» The problem
Each line of the records below that holds "dead" should be returned.

» Supplied material
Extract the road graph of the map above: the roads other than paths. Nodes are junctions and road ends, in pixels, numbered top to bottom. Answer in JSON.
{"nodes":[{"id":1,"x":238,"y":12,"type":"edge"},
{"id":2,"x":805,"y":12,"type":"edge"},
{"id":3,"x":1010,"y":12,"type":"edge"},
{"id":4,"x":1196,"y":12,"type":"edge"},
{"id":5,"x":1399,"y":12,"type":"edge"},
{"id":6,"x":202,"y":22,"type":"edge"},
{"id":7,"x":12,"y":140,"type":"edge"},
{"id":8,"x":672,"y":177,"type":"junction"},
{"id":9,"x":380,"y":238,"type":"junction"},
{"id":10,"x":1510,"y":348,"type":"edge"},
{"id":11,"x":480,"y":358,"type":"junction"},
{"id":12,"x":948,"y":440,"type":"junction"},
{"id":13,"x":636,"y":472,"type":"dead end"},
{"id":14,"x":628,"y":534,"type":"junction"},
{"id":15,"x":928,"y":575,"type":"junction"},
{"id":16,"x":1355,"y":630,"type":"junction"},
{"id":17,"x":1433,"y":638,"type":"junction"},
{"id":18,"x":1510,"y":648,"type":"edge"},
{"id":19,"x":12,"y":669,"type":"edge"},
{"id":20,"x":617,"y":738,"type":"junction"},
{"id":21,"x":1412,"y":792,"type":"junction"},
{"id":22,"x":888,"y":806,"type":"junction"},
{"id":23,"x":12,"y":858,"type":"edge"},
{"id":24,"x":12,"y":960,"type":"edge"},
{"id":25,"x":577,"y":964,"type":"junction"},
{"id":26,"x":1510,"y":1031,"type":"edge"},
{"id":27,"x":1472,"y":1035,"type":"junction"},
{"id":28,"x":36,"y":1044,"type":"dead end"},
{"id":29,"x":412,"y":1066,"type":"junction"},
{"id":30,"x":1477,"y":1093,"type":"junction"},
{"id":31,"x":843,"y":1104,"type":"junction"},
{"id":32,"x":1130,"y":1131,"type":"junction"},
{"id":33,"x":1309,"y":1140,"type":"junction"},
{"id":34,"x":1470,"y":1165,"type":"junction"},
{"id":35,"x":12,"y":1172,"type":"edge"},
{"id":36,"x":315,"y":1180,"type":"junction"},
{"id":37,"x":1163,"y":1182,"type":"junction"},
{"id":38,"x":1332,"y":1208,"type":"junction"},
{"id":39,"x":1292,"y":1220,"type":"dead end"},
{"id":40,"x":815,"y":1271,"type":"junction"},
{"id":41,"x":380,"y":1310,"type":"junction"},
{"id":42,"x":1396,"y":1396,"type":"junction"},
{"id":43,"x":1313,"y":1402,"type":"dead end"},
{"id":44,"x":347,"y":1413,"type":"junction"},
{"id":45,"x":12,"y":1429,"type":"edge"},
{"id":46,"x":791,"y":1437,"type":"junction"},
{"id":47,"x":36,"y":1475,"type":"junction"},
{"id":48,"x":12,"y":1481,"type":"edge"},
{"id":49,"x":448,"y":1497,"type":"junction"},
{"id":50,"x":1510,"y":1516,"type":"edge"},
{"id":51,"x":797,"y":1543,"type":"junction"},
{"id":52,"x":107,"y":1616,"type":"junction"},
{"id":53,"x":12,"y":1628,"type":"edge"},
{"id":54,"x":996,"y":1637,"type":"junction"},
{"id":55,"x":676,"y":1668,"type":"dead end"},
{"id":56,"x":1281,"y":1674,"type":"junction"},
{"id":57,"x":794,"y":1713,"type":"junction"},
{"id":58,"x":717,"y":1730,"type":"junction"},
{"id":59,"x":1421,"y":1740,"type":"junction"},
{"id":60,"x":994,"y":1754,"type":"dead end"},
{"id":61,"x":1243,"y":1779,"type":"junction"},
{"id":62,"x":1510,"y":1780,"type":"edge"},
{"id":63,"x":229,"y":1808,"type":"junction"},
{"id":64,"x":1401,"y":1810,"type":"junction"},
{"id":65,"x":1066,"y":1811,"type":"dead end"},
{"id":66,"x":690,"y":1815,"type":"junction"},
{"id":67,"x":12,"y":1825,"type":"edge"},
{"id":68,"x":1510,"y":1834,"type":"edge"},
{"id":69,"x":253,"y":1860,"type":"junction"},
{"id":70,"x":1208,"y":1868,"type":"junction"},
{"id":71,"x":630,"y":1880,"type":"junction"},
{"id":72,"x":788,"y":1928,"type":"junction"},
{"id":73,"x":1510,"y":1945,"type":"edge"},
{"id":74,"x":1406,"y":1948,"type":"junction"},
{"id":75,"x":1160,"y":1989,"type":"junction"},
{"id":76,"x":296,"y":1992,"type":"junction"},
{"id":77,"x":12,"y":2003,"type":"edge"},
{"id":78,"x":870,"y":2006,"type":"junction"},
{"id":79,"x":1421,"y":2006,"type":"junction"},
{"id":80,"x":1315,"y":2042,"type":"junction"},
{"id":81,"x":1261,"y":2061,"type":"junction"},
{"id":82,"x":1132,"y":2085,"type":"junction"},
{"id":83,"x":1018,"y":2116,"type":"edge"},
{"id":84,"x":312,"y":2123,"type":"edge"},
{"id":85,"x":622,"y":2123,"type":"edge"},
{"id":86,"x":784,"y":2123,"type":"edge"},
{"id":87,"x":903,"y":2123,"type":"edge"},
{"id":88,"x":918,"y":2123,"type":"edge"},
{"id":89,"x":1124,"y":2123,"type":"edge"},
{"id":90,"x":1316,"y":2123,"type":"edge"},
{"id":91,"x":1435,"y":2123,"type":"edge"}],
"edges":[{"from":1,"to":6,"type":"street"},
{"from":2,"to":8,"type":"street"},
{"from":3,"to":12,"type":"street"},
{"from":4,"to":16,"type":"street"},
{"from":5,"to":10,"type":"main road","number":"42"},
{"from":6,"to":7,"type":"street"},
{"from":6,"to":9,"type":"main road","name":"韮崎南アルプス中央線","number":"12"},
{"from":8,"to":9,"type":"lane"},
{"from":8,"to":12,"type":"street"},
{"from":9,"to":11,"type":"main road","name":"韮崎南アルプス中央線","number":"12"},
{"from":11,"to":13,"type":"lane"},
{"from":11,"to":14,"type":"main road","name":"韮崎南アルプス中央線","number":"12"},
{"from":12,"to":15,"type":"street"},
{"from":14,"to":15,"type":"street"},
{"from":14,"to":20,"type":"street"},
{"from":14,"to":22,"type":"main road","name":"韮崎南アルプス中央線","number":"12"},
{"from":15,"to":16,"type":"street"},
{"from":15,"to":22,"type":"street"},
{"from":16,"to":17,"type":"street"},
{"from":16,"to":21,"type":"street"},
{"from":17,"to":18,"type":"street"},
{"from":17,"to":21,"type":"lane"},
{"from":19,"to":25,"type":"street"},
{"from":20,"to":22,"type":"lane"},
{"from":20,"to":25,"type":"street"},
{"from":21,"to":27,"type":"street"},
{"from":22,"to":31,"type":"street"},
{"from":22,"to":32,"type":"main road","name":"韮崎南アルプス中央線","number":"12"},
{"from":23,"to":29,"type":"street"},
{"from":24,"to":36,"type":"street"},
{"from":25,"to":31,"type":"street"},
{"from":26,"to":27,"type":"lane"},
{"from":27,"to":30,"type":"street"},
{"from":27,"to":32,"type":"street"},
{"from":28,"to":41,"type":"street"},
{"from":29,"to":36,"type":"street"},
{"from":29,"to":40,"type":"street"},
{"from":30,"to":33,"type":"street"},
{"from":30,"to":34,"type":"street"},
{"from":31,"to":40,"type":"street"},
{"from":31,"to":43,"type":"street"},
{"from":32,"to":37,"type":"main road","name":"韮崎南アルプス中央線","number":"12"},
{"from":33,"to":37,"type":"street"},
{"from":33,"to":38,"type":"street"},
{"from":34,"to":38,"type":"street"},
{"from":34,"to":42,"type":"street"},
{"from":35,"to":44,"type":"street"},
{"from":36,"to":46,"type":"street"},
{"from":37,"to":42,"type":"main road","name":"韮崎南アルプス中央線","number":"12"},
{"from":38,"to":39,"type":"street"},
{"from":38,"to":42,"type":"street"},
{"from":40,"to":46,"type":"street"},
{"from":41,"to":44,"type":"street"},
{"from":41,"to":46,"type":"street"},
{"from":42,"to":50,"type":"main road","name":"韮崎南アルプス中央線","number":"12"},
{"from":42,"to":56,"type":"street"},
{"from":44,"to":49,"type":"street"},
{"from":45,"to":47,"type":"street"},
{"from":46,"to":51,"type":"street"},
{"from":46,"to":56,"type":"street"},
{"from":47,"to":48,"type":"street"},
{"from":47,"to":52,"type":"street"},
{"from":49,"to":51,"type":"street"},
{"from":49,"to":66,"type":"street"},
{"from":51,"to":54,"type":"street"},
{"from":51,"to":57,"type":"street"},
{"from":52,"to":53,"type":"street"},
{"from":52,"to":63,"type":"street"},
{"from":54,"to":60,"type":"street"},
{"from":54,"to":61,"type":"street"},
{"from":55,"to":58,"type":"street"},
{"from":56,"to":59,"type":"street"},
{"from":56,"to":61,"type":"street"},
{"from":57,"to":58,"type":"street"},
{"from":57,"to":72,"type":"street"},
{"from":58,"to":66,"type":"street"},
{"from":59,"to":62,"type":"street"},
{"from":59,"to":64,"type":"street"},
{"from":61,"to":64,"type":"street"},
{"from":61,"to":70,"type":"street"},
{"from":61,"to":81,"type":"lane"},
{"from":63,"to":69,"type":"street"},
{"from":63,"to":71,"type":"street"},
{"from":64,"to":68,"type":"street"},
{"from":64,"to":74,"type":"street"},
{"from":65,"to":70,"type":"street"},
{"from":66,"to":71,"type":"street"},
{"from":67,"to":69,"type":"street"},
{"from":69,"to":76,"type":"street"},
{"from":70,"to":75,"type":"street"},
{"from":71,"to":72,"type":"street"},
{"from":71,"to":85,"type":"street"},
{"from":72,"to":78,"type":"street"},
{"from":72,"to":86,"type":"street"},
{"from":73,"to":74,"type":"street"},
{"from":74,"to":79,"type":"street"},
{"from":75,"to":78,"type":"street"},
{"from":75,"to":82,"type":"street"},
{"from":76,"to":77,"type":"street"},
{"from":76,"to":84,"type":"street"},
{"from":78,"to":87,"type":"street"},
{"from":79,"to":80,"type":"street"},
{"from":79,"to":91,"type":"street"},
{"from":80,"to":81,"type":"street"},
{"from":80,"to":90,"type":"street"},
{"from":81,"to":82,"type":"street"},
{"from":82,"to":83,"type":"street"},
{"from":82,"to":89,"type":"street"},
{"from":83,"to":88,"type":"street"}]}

» Task answer
{"id":13,"x":636,"y":472,"type":"dead end"},
{"id":28,"x":36,"y":1044,"type":"dead end"},
{"id":39,"x":1292,"y":1220,"type":"dead end"},
{"id":43,"x":1313,"y":1402,"type":"dead end"},
{"id":55,"x":676,"y":1668,"type":"dead end"},
{"id":60,"x":994,"y":1754,"type":"dead end"},
{"id":65,"x":1066,"y":1811,"type":"dead end"},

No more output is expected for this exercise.